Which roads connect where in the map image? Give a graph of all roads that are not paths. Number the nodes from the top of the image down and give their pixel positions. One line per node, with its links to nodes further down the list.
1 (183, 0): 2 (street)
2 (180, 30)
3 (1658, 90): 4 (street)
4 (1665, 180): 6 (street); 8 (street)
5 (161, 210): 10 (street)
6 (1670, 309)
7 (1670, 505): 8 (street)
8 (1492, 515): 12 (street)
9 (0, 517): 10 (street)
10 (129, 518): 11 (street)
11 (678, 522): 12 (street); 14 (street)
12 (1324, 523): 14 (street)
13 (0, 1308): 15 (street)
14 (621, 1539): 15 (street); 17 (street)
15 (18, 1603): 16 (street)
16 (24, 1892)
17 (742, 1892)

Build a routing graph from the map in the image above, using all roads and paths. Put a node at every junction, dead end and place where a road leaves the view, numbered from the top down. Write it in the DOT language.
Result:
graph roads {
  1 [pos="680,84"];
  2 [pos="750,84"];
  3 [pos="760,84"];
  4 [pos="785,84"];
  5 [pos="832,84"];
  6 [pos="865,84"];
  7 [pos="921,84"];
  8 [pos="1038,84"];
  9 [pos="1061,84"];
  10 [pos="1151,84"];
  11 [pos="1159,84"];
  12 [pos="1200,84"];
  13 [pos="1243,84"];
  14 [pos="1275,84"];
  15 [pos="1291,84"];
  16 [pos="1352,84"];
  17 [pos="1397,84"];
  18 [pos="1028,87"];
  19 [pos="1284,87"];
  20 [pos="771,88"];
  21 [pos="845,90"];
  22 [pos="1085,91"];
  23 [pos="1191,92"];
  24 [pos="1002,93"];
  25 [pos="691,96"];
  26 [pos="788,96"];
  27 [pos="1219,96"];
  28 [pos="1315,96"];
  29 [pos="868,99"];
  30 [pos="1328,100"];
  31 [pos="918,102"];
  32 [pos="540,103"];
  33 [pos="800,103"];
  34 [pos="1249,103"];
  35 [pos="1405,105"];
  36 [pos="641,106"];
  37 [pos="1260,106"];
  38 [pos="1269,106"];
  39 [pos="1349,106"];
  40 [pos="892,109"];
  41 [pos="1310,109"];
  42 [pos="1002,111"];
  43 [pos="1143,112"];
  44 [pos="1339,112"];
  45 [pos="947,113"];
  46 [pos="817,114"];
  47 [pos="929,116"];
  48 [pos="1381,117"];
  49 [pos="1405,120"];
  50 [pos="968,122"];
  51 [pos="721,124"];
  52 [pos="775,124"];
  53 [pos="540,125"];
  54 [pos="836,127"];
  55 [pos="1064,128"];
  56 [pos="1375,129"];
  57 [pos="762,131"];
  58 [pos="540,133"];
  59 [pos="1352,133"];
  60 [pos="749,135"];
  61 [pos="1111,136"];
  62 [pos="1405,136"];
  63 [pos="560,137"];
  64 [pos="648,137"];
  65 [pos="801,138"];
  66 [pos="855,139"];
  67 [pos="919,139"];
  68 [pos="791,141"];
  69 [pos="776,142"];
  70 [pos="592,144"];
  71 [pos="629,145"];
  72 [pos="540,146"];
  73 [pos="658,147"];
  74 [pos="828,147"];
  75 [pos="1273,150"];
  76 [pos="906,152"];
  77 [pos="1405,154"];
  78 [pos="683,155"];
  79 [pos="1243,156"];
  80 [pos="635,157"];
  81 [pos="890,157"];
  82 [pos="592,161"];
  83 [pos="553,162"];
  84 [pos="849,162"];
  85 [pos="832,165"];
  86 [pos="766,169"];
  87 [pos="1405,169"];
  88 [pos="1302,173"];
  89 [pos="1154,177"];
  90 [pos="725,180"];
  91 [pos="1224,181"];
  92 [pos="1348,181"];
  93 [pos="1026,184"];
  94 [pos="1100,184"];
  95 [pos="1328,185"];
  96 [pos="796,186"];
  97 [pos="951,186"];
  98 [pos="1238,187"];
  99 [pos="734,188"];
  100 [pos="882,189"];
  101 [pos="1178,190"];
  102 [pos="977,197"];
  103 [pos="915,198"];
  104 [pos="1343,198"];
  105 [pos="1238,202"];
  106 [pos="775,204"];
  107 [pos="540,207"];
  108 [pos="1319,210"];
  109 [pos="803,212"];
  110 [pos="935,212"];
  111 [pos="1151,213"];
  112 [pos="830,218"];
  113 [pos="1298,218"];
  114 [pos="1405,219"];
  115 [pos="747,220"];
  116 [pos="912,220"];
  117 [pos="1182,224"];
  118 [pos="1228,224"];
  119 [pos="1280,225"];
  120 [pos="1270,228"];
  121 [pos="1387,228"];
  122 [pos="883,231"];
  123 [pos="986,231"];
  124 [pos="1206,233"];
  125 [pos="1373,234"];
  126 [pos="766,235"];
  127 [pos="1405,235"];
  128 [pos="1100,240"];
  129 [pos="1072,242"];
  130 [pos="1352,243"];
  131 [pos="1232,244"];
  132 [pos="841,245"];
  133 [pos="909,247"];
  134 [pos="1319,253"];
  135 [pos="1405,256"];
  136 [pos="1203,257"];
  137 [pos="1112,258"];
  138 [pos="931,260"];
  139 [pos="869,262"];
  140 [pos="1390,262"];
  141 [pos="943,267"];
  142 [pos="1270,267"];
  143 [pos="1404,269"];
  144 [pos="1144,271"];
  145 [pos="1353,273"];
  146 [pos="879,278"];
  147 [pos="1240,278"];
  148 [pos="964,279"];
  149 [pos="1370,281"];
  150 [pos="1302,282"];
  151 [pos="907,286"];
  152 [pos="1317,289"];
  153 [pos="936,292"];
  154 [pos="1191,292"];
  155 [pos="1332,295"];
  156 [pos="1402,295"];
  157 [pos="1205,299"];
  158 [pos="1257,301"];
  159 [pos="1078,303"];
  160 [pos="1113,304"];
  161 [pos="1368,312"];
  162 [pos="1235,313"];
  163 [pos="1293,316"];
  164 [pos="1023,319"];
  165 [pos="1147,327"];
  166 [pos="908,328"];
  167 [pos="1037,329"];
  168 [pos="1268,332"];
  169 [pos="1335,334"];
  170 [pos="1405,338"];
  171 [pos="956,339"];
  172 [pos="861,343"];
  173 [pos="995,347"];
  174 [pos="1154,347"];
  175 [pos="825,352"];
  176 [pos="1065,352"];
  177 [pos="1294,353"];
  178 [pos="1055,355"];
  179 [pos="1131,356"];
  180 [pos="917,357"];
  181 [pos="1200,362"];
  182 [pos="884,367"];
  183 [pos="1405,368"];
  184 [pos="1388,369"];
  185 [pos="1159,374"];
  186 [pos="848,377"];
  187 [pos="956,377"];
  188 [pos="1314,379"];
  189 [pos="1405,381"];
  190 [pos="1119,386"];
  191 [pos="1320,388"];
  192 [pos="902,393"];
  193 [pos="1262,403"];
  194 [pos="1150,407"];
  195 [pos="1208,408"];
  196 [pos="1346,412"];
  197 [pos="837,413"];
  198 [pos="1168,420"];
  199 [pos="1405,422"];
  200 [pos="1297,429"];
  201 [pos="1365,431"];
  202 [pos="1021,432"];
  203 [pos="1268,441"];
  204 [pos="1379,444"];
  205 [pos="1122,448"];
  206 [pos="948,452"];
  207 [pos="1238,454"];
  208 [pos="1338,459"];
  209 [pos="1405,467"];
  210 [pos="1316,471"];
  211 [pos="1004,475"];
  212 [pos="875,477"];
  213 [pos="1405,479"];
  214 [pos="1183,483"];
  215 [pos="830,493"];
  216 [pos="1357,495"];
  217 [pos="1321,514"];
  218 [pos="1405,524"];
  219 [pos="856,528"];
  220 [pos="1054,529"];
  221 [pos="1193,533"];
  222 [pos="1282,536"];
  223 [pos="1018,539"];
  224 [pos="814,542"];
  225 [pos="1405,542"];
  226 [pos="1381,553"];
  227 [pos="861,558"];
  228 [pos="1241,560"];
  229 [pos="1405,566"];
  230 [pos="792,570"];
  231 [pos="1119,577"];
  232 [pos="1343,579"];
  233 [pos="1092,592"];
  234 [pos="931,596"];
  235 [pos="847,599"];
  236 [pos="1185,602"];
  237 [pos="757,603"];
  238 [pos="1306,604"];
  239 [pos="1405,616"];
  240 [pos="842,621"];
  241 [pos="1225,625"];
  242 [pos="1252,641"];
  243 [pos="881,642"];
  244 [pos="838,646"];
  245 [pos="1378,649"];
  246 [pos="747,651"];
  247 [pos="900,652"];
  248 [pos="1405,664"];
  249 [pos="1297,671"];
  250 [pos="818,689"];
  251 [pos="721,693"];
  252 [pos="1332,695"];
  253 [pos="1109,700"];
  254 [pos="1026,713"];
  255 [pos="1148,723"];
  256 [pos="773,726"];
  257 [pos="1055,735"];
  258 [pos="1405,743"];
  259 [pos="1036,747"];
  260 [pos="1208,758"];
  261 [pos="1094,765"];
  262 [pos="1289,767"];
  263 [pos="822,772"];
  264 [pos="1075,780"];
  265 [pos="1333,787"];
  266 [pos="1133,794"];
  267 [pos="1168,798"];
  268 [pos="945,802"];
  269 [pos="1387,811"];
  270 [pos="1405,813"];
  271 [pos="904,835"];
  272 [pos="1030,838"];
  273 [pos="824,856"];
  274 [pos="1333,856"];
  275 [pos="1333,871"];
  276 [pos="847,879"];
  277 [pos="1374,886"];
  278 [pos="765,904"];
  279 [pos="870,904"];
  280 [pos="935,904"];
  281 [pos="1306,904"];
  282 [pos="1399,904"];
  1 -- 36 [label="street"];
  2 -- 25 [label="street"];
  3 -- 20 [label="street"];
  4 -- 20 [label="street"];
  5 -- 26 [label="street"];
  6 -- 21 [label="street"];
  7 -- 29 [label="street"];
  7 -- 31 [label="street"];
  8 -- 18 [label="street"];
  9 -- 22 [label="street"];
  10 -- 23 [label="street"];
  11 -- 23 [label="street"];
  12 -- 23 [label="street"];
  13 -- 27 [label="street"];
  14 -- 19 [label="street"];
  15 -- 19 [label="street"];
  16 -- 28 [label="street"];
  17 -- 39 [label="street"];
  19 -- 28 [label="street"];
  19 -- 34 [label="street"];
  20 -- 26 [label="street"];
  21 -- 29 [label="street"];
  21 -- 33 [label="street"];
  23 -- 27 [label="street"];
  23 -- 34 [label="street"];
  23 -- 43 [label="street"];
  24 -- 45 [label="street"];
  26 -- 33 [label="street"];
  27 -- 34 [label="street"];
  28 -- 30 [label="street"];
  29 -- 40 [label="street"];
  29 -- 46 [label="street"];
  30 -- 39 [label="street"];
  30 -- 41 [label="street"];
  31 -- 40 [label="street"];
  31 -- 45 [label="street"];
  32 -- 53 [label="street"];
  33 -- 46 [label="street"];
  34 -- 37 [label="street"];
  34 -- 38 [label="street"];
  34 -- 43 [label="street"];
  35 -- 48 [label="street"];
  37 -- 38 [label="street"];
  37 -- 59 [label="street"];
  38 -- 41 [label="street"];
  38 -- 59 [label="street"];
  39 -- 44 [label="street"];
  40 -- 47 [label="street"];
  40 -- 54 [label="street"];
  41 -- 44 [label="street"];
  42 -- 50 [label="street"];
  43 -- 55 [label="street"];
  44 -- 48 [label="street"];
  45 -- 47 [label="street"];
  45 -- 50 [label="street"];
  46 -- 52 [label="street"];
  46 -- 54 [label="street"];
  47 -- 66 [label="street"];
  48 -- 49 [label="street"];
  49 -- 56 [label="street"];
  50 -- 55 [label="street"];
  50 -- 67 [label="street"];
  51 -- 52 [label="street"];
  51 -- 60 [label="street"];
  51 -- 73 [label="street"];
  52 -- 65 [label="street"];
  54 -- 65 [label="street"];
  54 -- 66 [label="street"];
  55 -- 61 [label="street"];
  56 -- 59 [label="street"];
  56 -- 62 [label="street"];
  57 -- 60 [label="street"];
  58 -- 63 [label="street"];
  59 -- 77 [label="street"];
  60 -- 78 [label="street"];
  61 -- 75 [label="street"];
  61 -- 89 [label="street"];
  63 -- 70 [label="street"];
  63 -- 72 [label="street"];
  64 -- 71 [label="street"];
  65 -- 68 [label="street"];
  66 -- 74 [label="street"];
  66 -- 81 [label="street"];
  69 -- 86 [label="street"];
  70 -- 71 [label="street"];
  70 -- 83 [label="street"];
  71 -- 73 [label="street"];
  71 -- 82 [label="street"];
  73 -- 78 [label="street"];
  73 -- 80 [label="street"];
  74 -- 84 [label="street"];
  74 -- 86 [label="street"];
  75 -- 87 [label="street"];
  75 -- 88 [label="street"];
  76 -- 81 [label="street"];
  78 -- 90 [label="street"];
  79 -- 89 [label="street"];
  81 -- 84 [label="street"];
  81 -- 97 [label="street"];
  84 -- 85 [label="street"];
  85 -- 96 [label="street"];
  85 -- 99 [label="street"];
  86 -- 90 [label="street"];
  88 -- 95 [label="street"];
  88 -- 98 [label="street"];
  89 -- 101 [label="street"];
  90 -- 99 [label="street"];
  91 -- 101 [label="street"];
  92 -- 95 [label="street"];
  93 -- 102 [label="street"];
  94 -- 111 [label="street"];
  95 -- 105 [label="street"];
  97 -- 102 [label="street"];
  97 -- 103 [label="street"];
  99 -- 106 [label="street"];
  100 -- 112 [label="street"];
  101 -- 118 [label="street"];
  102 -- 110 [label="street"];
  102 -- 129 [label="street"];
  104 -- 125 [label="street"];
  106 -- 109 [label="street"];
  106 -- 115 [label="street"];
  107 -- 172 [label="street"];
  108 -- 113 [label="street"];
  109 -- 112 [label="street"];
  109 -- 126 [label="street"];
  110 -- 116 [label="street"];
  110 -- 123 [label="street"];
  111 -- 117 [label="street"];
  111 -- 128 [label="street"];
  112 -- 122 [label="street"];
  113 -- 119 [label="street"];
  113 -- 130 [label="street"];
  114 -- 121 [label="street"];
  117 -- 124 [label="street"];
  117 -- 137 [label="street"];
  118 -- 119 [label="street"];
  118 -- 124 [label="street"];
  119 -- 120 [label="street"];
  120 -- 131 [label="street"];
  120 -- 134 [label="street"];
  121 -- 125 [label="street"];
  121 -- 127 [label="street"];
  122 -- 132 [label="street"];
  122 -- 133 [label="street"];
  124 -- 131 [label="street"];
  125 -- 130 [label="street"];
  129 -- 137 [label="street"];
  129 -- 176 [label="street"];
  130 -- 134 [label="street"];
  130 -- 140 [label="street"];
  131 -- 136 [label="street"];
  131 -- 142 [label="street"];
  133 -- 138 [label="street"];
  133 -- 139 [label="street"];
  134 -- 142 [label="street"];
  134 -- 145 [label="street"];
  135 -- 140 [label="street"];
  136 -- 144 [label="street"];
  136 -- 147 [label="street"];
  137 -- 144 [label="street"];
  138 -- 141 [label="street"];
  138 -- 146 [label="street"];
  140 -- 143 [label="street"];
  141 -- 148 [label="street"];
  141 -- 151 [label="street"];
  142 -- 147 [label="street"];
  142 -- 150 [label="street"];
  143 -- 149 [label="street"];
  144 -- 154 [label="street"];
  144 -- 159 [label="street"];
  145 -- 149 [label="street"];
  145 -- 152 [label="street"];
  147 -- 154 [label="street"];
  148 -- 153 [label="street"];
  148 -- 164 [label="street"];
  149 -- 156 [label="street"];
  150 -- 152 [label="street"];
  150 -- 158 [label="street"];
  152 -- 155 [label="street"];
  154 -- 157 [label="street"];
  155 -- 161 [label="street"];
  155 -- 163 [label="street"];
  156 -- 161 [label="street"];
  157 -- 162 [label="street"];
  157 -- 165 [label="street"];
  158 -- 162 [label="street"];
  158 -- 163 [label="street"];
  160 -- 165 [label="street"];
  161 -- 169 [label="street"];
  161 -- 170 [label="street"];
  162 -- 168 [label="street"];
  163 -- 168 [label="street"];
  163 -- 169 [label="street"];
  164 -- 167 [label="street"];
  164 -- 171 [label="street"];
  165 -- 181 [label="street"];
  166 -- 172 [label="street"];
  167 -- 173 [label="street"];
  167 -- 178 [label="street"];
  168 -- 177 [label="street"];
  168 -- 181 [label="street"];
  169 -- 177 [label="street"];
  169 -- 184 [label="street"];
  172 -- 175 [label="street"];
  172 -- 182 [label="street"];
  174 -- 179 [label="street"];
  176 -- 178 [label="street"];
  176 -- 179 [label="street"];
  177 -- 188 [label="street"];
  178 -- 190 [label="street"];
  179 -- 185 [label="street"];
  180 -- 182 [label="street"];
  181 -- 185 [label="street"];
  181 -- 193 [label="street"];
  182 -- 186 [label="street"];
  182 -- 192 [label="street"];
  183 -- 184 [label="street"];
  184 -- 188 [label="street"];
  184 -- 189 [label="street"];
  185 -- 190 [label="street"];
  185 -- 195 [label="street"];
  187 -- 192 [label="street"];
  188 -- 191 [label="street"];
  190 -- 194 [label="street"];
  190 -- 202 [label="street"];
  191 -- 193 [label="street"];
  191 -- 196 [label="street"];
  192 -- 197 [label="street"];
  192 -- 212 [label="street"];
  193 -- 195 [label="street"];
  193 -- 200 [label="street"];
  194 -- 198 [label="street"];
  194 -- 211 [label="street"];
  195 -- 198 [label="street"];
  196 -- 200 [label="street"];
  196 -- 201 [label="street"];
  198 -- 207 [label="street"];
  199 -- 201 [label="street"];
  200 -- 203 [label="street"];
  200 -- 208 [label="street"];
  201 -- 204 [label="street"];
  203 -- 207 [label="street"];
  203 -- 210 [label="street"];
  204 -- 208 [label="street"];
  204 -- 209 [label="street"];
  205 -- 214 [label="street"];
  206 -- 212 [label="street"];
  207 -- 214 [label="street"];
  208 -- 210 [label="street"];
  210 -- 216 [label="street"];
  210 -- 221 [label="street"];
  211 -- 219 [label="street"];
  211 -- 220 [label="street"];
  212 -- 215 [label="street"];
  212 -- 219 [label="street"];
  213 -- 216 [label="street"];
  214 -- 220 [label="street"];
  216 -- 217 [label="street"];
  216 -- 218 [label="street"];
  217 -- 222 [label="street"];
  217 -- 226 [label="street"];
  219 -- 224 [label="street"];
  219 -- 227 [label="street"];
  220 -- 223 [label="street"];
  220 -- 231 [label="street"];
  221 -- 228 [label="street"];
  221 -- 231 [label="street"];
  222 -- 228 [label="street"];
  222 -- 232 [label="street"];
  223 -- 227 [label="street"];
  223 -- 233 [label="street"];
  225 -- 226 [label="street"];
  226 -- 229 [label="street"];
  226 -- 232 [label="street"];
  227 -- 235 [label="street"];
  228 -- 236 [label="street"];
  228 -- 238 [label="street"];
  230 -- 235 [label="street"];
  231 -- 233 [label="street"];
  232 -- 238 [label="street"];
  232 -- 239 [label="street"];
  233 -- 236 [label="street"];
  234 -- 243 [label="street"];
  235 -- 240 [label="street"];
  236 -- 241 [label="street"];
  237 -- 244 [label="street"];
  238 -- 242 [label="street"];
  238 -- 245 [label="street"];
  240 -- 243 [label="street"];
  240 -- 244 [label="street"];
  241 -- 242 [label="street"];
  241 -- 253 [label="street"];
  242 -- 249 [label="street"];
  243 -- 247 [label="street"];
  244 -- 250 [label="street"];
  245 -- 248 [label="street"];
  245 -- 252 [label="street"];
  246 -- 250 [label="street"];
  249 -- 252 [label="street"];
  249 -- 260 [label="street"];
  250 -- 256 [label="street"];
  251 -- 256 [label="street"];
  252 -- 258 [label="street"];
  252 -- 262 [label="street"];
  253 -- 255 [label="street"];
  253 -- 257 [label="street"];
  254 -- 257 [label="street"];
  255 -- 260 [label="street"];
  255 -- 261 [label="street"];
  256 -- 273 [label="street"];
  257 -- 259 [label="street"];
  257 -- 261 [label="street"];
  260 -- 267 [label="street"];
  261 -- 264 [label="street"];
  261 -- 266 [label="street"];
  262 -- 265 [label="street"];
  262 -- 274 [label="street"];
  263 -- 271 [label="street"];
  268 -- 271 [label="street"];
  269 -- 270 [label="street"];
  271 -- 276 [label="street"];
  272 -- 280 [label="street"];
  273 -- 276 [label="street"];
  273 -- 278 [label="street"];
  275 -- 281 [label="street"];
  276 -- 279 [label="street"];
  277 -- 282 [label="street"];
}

→ Exercise description
Return a word-for-word copy of the lines from the beginning of the listing to the line holding "Build a routing", both kept.

→ Result
Which roads connect where in the map image? Give a graph of all roads that are not paths. Number the nodes from the top of the image down and give their pixel positions. One line per node, with its links to nodes further down the list.
1 (183, 0): 2 (street)
2 (180, 30)
3 (1658, 90): 4 (street)
4 (1665, 180): 6 (street); 8 (street)
5 (161, 210): 10 (street)
6 (1670, 309)
7 (1670, 505): 8 (street)
8 (1492, 515): 12 (street)
9 (0, 517): 10 (street)
10 (129, 518): 11 (street)
11 (678, 522): 12 (street); 14 (street)
12 (1324, 523): 14 (street)
13 (0, 1308): 15 (street)
14 (621, 1539): 15 (street); 17 (street)
15 (18, 1603): 16 (street)
16 (24, 1892)
17 (742, 1892)

Build a routing graph from the map in the image above, using all roads and paths. Put a node at every junction, dead end and place where a road leaves the view, numbered from the top down. Write it in the DOT language.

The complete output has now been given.